Saved data entries:
>>
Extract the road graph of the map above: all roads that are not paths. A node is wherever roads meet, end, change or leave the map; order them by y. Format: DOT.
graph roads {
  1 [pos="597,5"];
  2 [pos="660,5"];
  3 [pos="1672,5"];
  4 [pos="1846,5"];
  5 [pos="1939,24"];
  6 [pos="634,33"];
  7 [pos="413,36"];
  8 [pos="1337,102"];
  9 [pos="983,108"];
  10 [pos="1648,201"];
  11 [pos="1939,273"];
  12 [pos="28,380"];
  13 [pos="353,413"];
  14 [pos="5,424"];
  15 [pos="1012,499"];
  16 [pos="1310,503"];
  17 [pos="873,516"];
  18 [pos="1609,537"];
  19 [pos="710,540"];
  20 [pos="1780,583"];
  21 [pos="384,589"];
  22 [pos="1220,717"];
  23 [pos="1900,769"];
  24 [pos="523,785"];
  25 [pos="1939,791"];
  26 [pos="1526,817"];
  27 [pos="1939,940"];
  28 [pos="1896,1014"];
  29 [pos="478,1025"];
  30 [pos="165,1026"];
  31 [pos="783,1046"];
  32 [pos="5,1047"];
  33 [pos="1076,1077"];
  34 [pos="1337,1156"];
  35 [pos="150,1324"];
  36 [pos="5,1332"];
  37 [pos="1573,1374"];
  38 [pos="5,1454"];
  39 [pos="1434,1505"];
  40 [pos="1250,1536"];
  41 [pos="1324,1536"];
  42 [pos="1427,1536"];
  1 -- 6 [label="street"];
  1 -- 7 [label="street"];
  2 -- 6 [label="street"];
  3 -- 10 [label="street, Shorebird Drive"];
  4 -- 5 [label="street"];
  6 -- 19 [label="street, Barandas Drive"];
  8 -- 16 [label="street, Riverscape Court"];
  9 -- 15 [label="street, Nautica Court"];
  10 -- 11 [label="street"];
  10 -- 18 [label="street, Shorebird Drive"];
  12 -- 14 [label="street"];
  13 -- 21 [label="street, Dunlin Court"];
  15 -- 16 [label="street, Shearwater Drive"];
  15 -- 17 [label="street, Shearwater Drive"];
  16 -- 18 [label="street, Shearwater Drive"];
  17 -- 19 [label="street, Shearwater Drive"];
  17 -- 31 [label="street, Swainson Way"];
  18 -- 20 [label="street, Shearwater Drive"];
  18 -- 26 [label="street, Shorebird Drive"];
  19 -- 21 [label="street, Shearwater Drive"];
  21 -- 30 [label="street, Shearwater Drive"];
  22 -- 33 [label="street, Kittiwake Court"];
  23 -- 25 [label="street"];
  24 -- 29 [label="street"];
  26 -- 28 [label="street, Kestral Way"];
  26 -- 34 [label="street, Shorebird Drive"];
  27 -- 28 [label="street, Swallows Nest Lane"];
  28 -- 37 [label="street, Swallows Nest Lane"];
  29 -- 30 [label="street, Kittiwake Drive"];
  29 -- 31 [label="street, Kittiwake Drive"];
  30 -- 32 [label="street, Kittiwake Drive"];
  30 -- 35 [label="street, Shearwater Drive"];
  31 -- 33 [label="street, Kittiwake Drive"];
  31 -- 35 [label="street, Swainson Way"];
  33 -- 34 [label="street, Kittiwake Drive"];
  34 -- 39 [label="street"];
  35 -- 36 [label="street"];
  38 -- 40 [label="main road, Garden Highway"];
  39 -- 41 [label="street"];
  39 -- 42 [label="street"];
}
<<
# Exercise aim
Could you transcribe all of the data exactly as it is given?

# Output of the task
Extract the road graph of the map above: all roads that are not paths. A node is wherever roads meet, end, change or leave the map; order them by y. Format: DOT.
graph roads {
  1 [pos="597,5"];
  2 [pos="660,5"];
  3 [pos="1672,5"];
  4 [pos="1846,5"];
  5 [pos="1939,24"];
  6 [pos="634,33"];
  7 [pos="413,36"];
  8 [pos="1337,102"];
  9 [pos="983,108"];
  10 [pos="1648,201"];
  11 [pos="1939,273"];
  12 [pos="28,380"];
  13 [pos="353,413"];
  14 [pos="5,424"];
  15 [pos="1012,499"];
  16 [pos="1310,503"];
  17 [pos="873,516"];
  18 [pos="1609,537"];
  19 [pos="710,540"];
  20 [pos="1780,583"];
  21 [pos="384,589"];
  22 [pos="1220,717"];
  23 [pos="1900,769"];
  24 [pos="523,785"];
  25 [pos="1939,791"];
  26 [pos="1526,817"];
  27 [pos="1939,940"];
  28 [pos="1896,1014"];
  29 [pos="478,1025"];
  30 [pos="165,1026"];
  31 [pos="783,1046"];
  32 [pos="5,1047"];
  33 [pos="1076,1077"];
  34 [pos="1337,1156"];
  35 [pos="150,1324"];
  36 [pos="5,1332"];
  37 [pos="1573,1374"];
  38 [pos="5,1454"];
  39 [pos="1434,1505"];
  40 [pos="1250,1536"];
  41 [pos="1324,1536"];
  42 [pos="1427,1536"];
  1 -- 6 [label="street"];
  1 -- 7 [label="street"];
  2 -- 6 [label="street"];
  3 -- 10 [label="street, Shorebird Drive"];
  4 -- 5 [label="street"];
  6 -- 19 [label="street, Barandas Drive"];
  8 -- 16 [label="street, Riverscape Court"];
  9 -- 15 [label="street, Nautica Court"];
  10 -- 11 [label="street"];
  10 -- 18 [label="street, Shorebird Drive"];
  12 -- 14 [label="street"];
  13 -- 21 [label="street, Dunlin Court"];
  15 -- 16 [label="street, Shearwater Drive"];
  15 -- 17 [label="street, Shearwater Drive"];
  16 -- 18 [label="street, Shearwater Drive"];
  17 -- 19 [label="street, Shearwater Drive"];
  17 -- 31 [label="street, Swainson Way"];
  18 -- 20 [label="street, Shearwater Drive"];
  18 -- 26 [label="street, Shorebird Drive"];
  19 -- 21 [label="street, Shearwater Drive"];
  21 -- 30 [label="street, Shearwater Drive"];
  22 -- 33 [label="street, Kittiwake Court"];
  23 -- 25 [label="street"];
  24 -- 29 [label="street"];
  26 -- 28 [label="street, Kestral Way"];
  26 -- 34 [label="street, Shorebird Drive"];
  27 -- 28 [label="street, Swallows Nest Lane"];
  28 -- 37 [label="street, Swallows Nest Lane"];
  29 -- 30 [label="street, Kittiwake Drive"];
  29 -- 31 [label="street, Kittiwake Drive"];
  30 -- 32 [label="street, Kittiwake Drive"];
  30 -- 35 [label="street, Shearwater Drive"];
  31 -- 33 [label="street, Kittiwake Drive"];
  31 -- 35 [label="street, Swainson Way"];
  33 -- 34 [label="street, Kittiwake Drive"];
  34 -- 39 [label="street"];
  35 -- 36 [label="street"];
  38 -- 40 [label="main road, Garden Highway"];
  39 -- 41 [label="street"];
  39 -- 42 [label="street"];
}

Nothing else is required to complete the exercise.